ACTION ITEM: Could you please repeat all of the entries exactly as written?

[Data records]
....

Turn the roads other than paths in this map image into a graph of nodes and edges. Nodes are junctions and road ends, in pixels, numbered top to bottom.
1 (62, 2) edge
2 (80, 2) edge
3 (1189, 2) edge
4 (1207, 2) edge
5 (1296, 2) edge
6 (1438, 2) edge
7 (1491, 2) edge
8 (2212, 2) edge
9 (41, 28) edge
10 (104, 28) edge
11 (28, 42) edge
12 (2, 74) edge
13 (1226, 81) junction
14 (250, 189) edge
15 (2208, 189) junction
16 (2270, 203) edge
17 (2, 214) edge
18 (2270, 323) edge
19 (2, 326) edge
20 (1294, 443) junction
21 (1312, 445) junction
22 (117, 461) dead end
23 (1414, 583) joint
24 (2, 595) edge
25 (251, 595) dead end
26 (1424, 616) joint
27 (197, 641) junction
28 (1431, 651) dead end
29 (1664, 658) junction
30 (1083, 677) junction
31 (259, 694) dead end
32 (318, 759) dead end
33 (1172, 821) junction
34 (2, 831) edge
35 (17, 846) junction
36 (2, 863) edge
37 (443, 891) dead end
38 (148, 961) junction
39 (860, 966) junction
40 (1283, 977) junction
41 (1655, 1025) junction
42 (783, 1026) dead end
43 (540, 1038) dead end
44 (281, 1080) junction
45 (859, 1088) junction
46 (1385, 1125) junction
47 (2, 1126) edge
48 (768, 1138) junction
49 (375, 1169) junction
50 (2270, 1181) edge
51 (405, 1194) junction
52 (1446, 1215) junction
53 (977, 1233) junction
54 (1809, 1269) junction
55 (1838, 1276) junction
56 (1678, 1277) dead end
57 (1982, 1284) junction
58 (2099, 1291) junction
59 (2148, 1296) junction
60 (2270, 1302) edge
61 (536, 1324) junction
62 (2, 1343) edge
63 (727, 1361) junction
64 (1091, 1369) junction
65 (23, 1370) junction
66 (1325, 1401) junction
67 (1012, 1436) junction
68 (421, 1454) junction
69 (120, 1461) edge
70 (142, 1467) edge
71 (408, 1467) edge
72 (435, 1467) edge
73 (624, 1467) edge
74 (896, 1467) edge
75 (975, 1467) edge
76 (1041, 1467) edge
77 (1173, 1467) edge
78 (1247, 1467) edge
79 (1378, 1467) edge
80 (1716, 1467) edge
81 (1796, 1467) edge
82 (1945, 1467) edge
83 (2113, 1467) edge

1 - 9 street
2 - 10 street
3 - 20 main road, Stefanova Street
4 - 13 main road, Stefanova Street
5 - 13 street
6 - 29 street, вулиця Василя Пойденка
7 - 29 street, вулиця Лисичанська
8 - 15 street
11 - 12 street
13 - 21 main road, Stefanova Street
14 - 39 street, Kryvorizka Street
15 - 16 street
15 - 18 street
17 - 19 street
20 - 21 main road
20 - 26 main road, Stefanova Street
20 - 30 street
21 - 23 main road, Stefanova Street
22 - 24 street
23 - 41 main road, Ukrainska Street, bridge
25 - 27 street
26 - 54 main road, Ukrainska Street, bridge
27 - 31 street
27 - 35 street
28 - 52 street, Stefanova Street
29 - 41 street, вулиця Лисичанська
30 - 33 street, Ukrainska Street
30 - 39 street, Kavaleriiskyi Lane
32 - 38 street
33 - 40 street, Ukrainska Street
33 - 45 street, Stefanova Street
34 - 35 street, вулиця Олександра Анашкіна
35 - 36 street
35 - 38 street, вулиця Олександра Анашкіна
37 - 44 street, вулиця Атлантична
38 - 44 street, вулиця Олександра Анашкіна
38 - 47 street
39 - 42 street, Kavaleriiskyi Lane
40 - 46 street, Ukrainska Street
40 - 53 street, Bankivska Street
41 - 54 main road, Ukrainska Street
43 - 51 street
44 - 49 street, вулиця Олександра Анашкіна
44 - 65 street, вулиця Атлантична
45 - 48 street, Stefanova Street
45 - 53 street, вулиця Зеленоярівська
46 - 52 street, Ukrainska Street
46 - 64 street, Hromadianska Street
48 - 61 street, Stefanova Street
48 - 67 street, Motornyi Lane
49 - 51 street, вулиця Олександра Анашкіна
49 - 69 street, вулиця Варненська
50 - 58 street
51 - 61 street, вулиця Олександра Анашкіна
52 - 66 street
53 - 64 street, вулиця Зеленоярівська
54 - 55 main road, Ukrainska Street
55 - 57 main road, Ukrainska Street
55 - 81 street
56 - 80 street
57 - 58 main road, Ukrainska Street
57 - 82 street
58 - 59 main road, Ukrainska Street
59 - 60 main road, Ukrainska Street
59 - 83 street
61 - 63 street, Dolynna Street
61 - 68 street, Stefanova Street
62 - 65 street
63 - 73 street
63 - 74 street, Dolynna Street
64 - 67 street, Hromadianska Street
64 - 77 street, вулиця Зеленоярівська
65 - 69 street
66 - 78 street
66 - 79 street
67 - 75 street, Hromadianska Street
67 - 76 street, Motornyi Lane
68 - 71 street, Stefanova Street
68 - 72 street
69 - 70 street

....

TASK OUTPUT:
Turn the roads other than paths in this map image into a graph of nodes and edges. Nodes are junctions and road ends, in pixels, numbered top to bottom.
1 (62, 2) edge
2 (80, 2) edge
3 (1189, 2) edge
4 (1207, 2) edge
5 (1296, 2) edge
6 (1438, 2) edge
7 (1491, 2) edge
8 (2212, 2) edge
9 (41, 28) edge
10 (104, 28) edge
11 (28, 42) edge
12 (2, 74) edge
13 (1226, 81) junction
14 (250, 189) edge
15 (2208, 189) junction
16 (2270, 203) edge
17 (2, 214) edge
18 (2270, 323) edge
19 (2, 326) edge
20 (1294, 443) junction
21 (1312, 445) junction
22 (117, 461) dead end
23 (1414, 583) joint
24 (2, 595) edge
25 (251, 595) dead end
26 (1424, 616) joint
27 (197, 641) junction
28 (1431, 651) dead end
29 (1664, 658) junction
30 (1083, 677) junction
31 (259, 694) dead end
32 (318, 759) dead end
33 (1172, 821) junction
34 (2, 831) edge
35 (17, 846) junction
36 (2, 863) edge
37 (443, 891) dead end
38 (148, 961) junction
39 (860, 966) junction
40 (1283, 977) junction
41 (1655, 1025) junction
42 (783, 1026) dead end
43 (540, 1038) dead end
44 (281, 1080) junction
45 (859, 1088) junction
46 (1385, 1125) junction
47 (2, 1126) edge
48 (768, 1138) junction
49 (375, 1169) junction
50 (2270, 1181) edge
51 (405, 1194) junction
52 (1446, 1215) junction
53 (977, 1233) junction
54 (1809, 1269) junction
55 (1838, 1276) junction
56 (1678, 1277) dead end
57 (1982, 1284) junction
58 (2099, 1291) junction
59 (2148, 1296) junction
60 (2270, 1302) edge
61 (536, 1324) junction
62 (2, 1343) edge
63 (727, 1361) junction
64 (1091, 1369) junction
65 (23, 1370) junction
66 (1325, 1401) junction
67 (1012, 1436) junction
68 (421, 1454) junction
69 (120, 1461) edge
70 (142, 1467) edge
71 (408, 1467) edge
72 (435, 1467) edge
73 (624, 1467) edge
74 (896, 1467) edge
75 (975, 1467) edge
76 (1041, 1467) edge
77 (1173, 1467) edge
78 (1247, 1467) edge
79 (1378, 1467) edge
80 (1716, 1467) edge
81 (1796, 1467) edge
82 (1945, 1467) edge
83 (2113, 1467) edge

1 - 9 street
2 - 10 street
3 - 20 main road, Stefanova Street
4 - 13 main road, Stefanova Street
5 - 13 street
6 - 29 street, вулиця Василя Пойденка
7 - 29 street, вулиця Лисичанська
8 - 15 street
11 - 12 street
13 - 21 main road, Stefanova Street
14 - 39 street, Kryvorizka Street
15 - 16 street
15 - 18 street
17 - 19 street
20 - 21 main road
20 - 26 main road, Stefanova Street
20 - 30 street
21 - 23 main road, Stefanova Street
22 - 24 street
23 - 41 main road, Ukrainska Street, bridge
25 - 27 street
26 - 54 main road, Ukrainska Street, bridge
27 - 31 street
27 - 35 street
28 - 52 street, Stefanova Street
29 - 41 street, вулиця Лисичанська
30 - 33 street, Ukrainska Street
30 - 39 street, Kavaleriiskyi Lane
32 - 38 street
33 - 40 street, Ukrainska Street
33 - 45 street, Stefanova Street
34 - 35 street, вулиця Олександра Анашкіна
35 - 36 street
35 - 38 street, вулиця Олександра Анашкіна
37 - 44 street, вулиця Атлантична
38 - 44 street, вулиця Олександра Анашкіна
38 - 47 street
39 - 42 street, Kavaleriiskyi Lane
40 - 46 street, Ukrainska Street
40 - 53 street, Bankivska Street
41 - 54 main road, Ukrainska Street
43 - 51 street
44 - 49 street, вулиця Олександра Анашкіна
44 - 65 street, вулиця Атлантична
45 - 48 street, Stefanova Street
45 - 53 street, вулиця Зеленоярівська
46 - 52 street, Ukrainska Street
46 - 64 street, Hromadianska Street
48 - 61 street, Stefanova Street
48 - 67 street, Motornyi Lane
49 - 51 street, вулиця Олександра Анашкіна
49 - 69 street, вулиця Варненська
50 - 58 street
51 - 61 street, вулиця Олександра Анашкіна
52 - 66 street
53 - 64 street, вулиця Зеленоярівська
54 - 55 main road, Ukrainska Street
55 - 57 main road, Ukrainska Street
55 - 81 street
56 - 80 street
57 - 58 main road, Ukrainska Street
57 - 82 street
58 - 59 main road, Ukrainska Street
59 - 60 main road, Ukrainska Street
59 - 83 street
61 - 63 street, Dolynna Street
61 - 68 street, Stefanova Street
62 - 65 street
63 - 73 street
63 - 74 street, Dolynna Street
64 - 67 street, Hromadianska Street
64 - 77 street, вулиця Зеленоярівська
65 - 69 street
66 - 78 street
66 - 79 street
67 - 75 street, Hromadianska Street
67 - 76 street, Motornyi Lane
68 - 71 street, Stefanova Street
68 - 72 street
69 - 70 street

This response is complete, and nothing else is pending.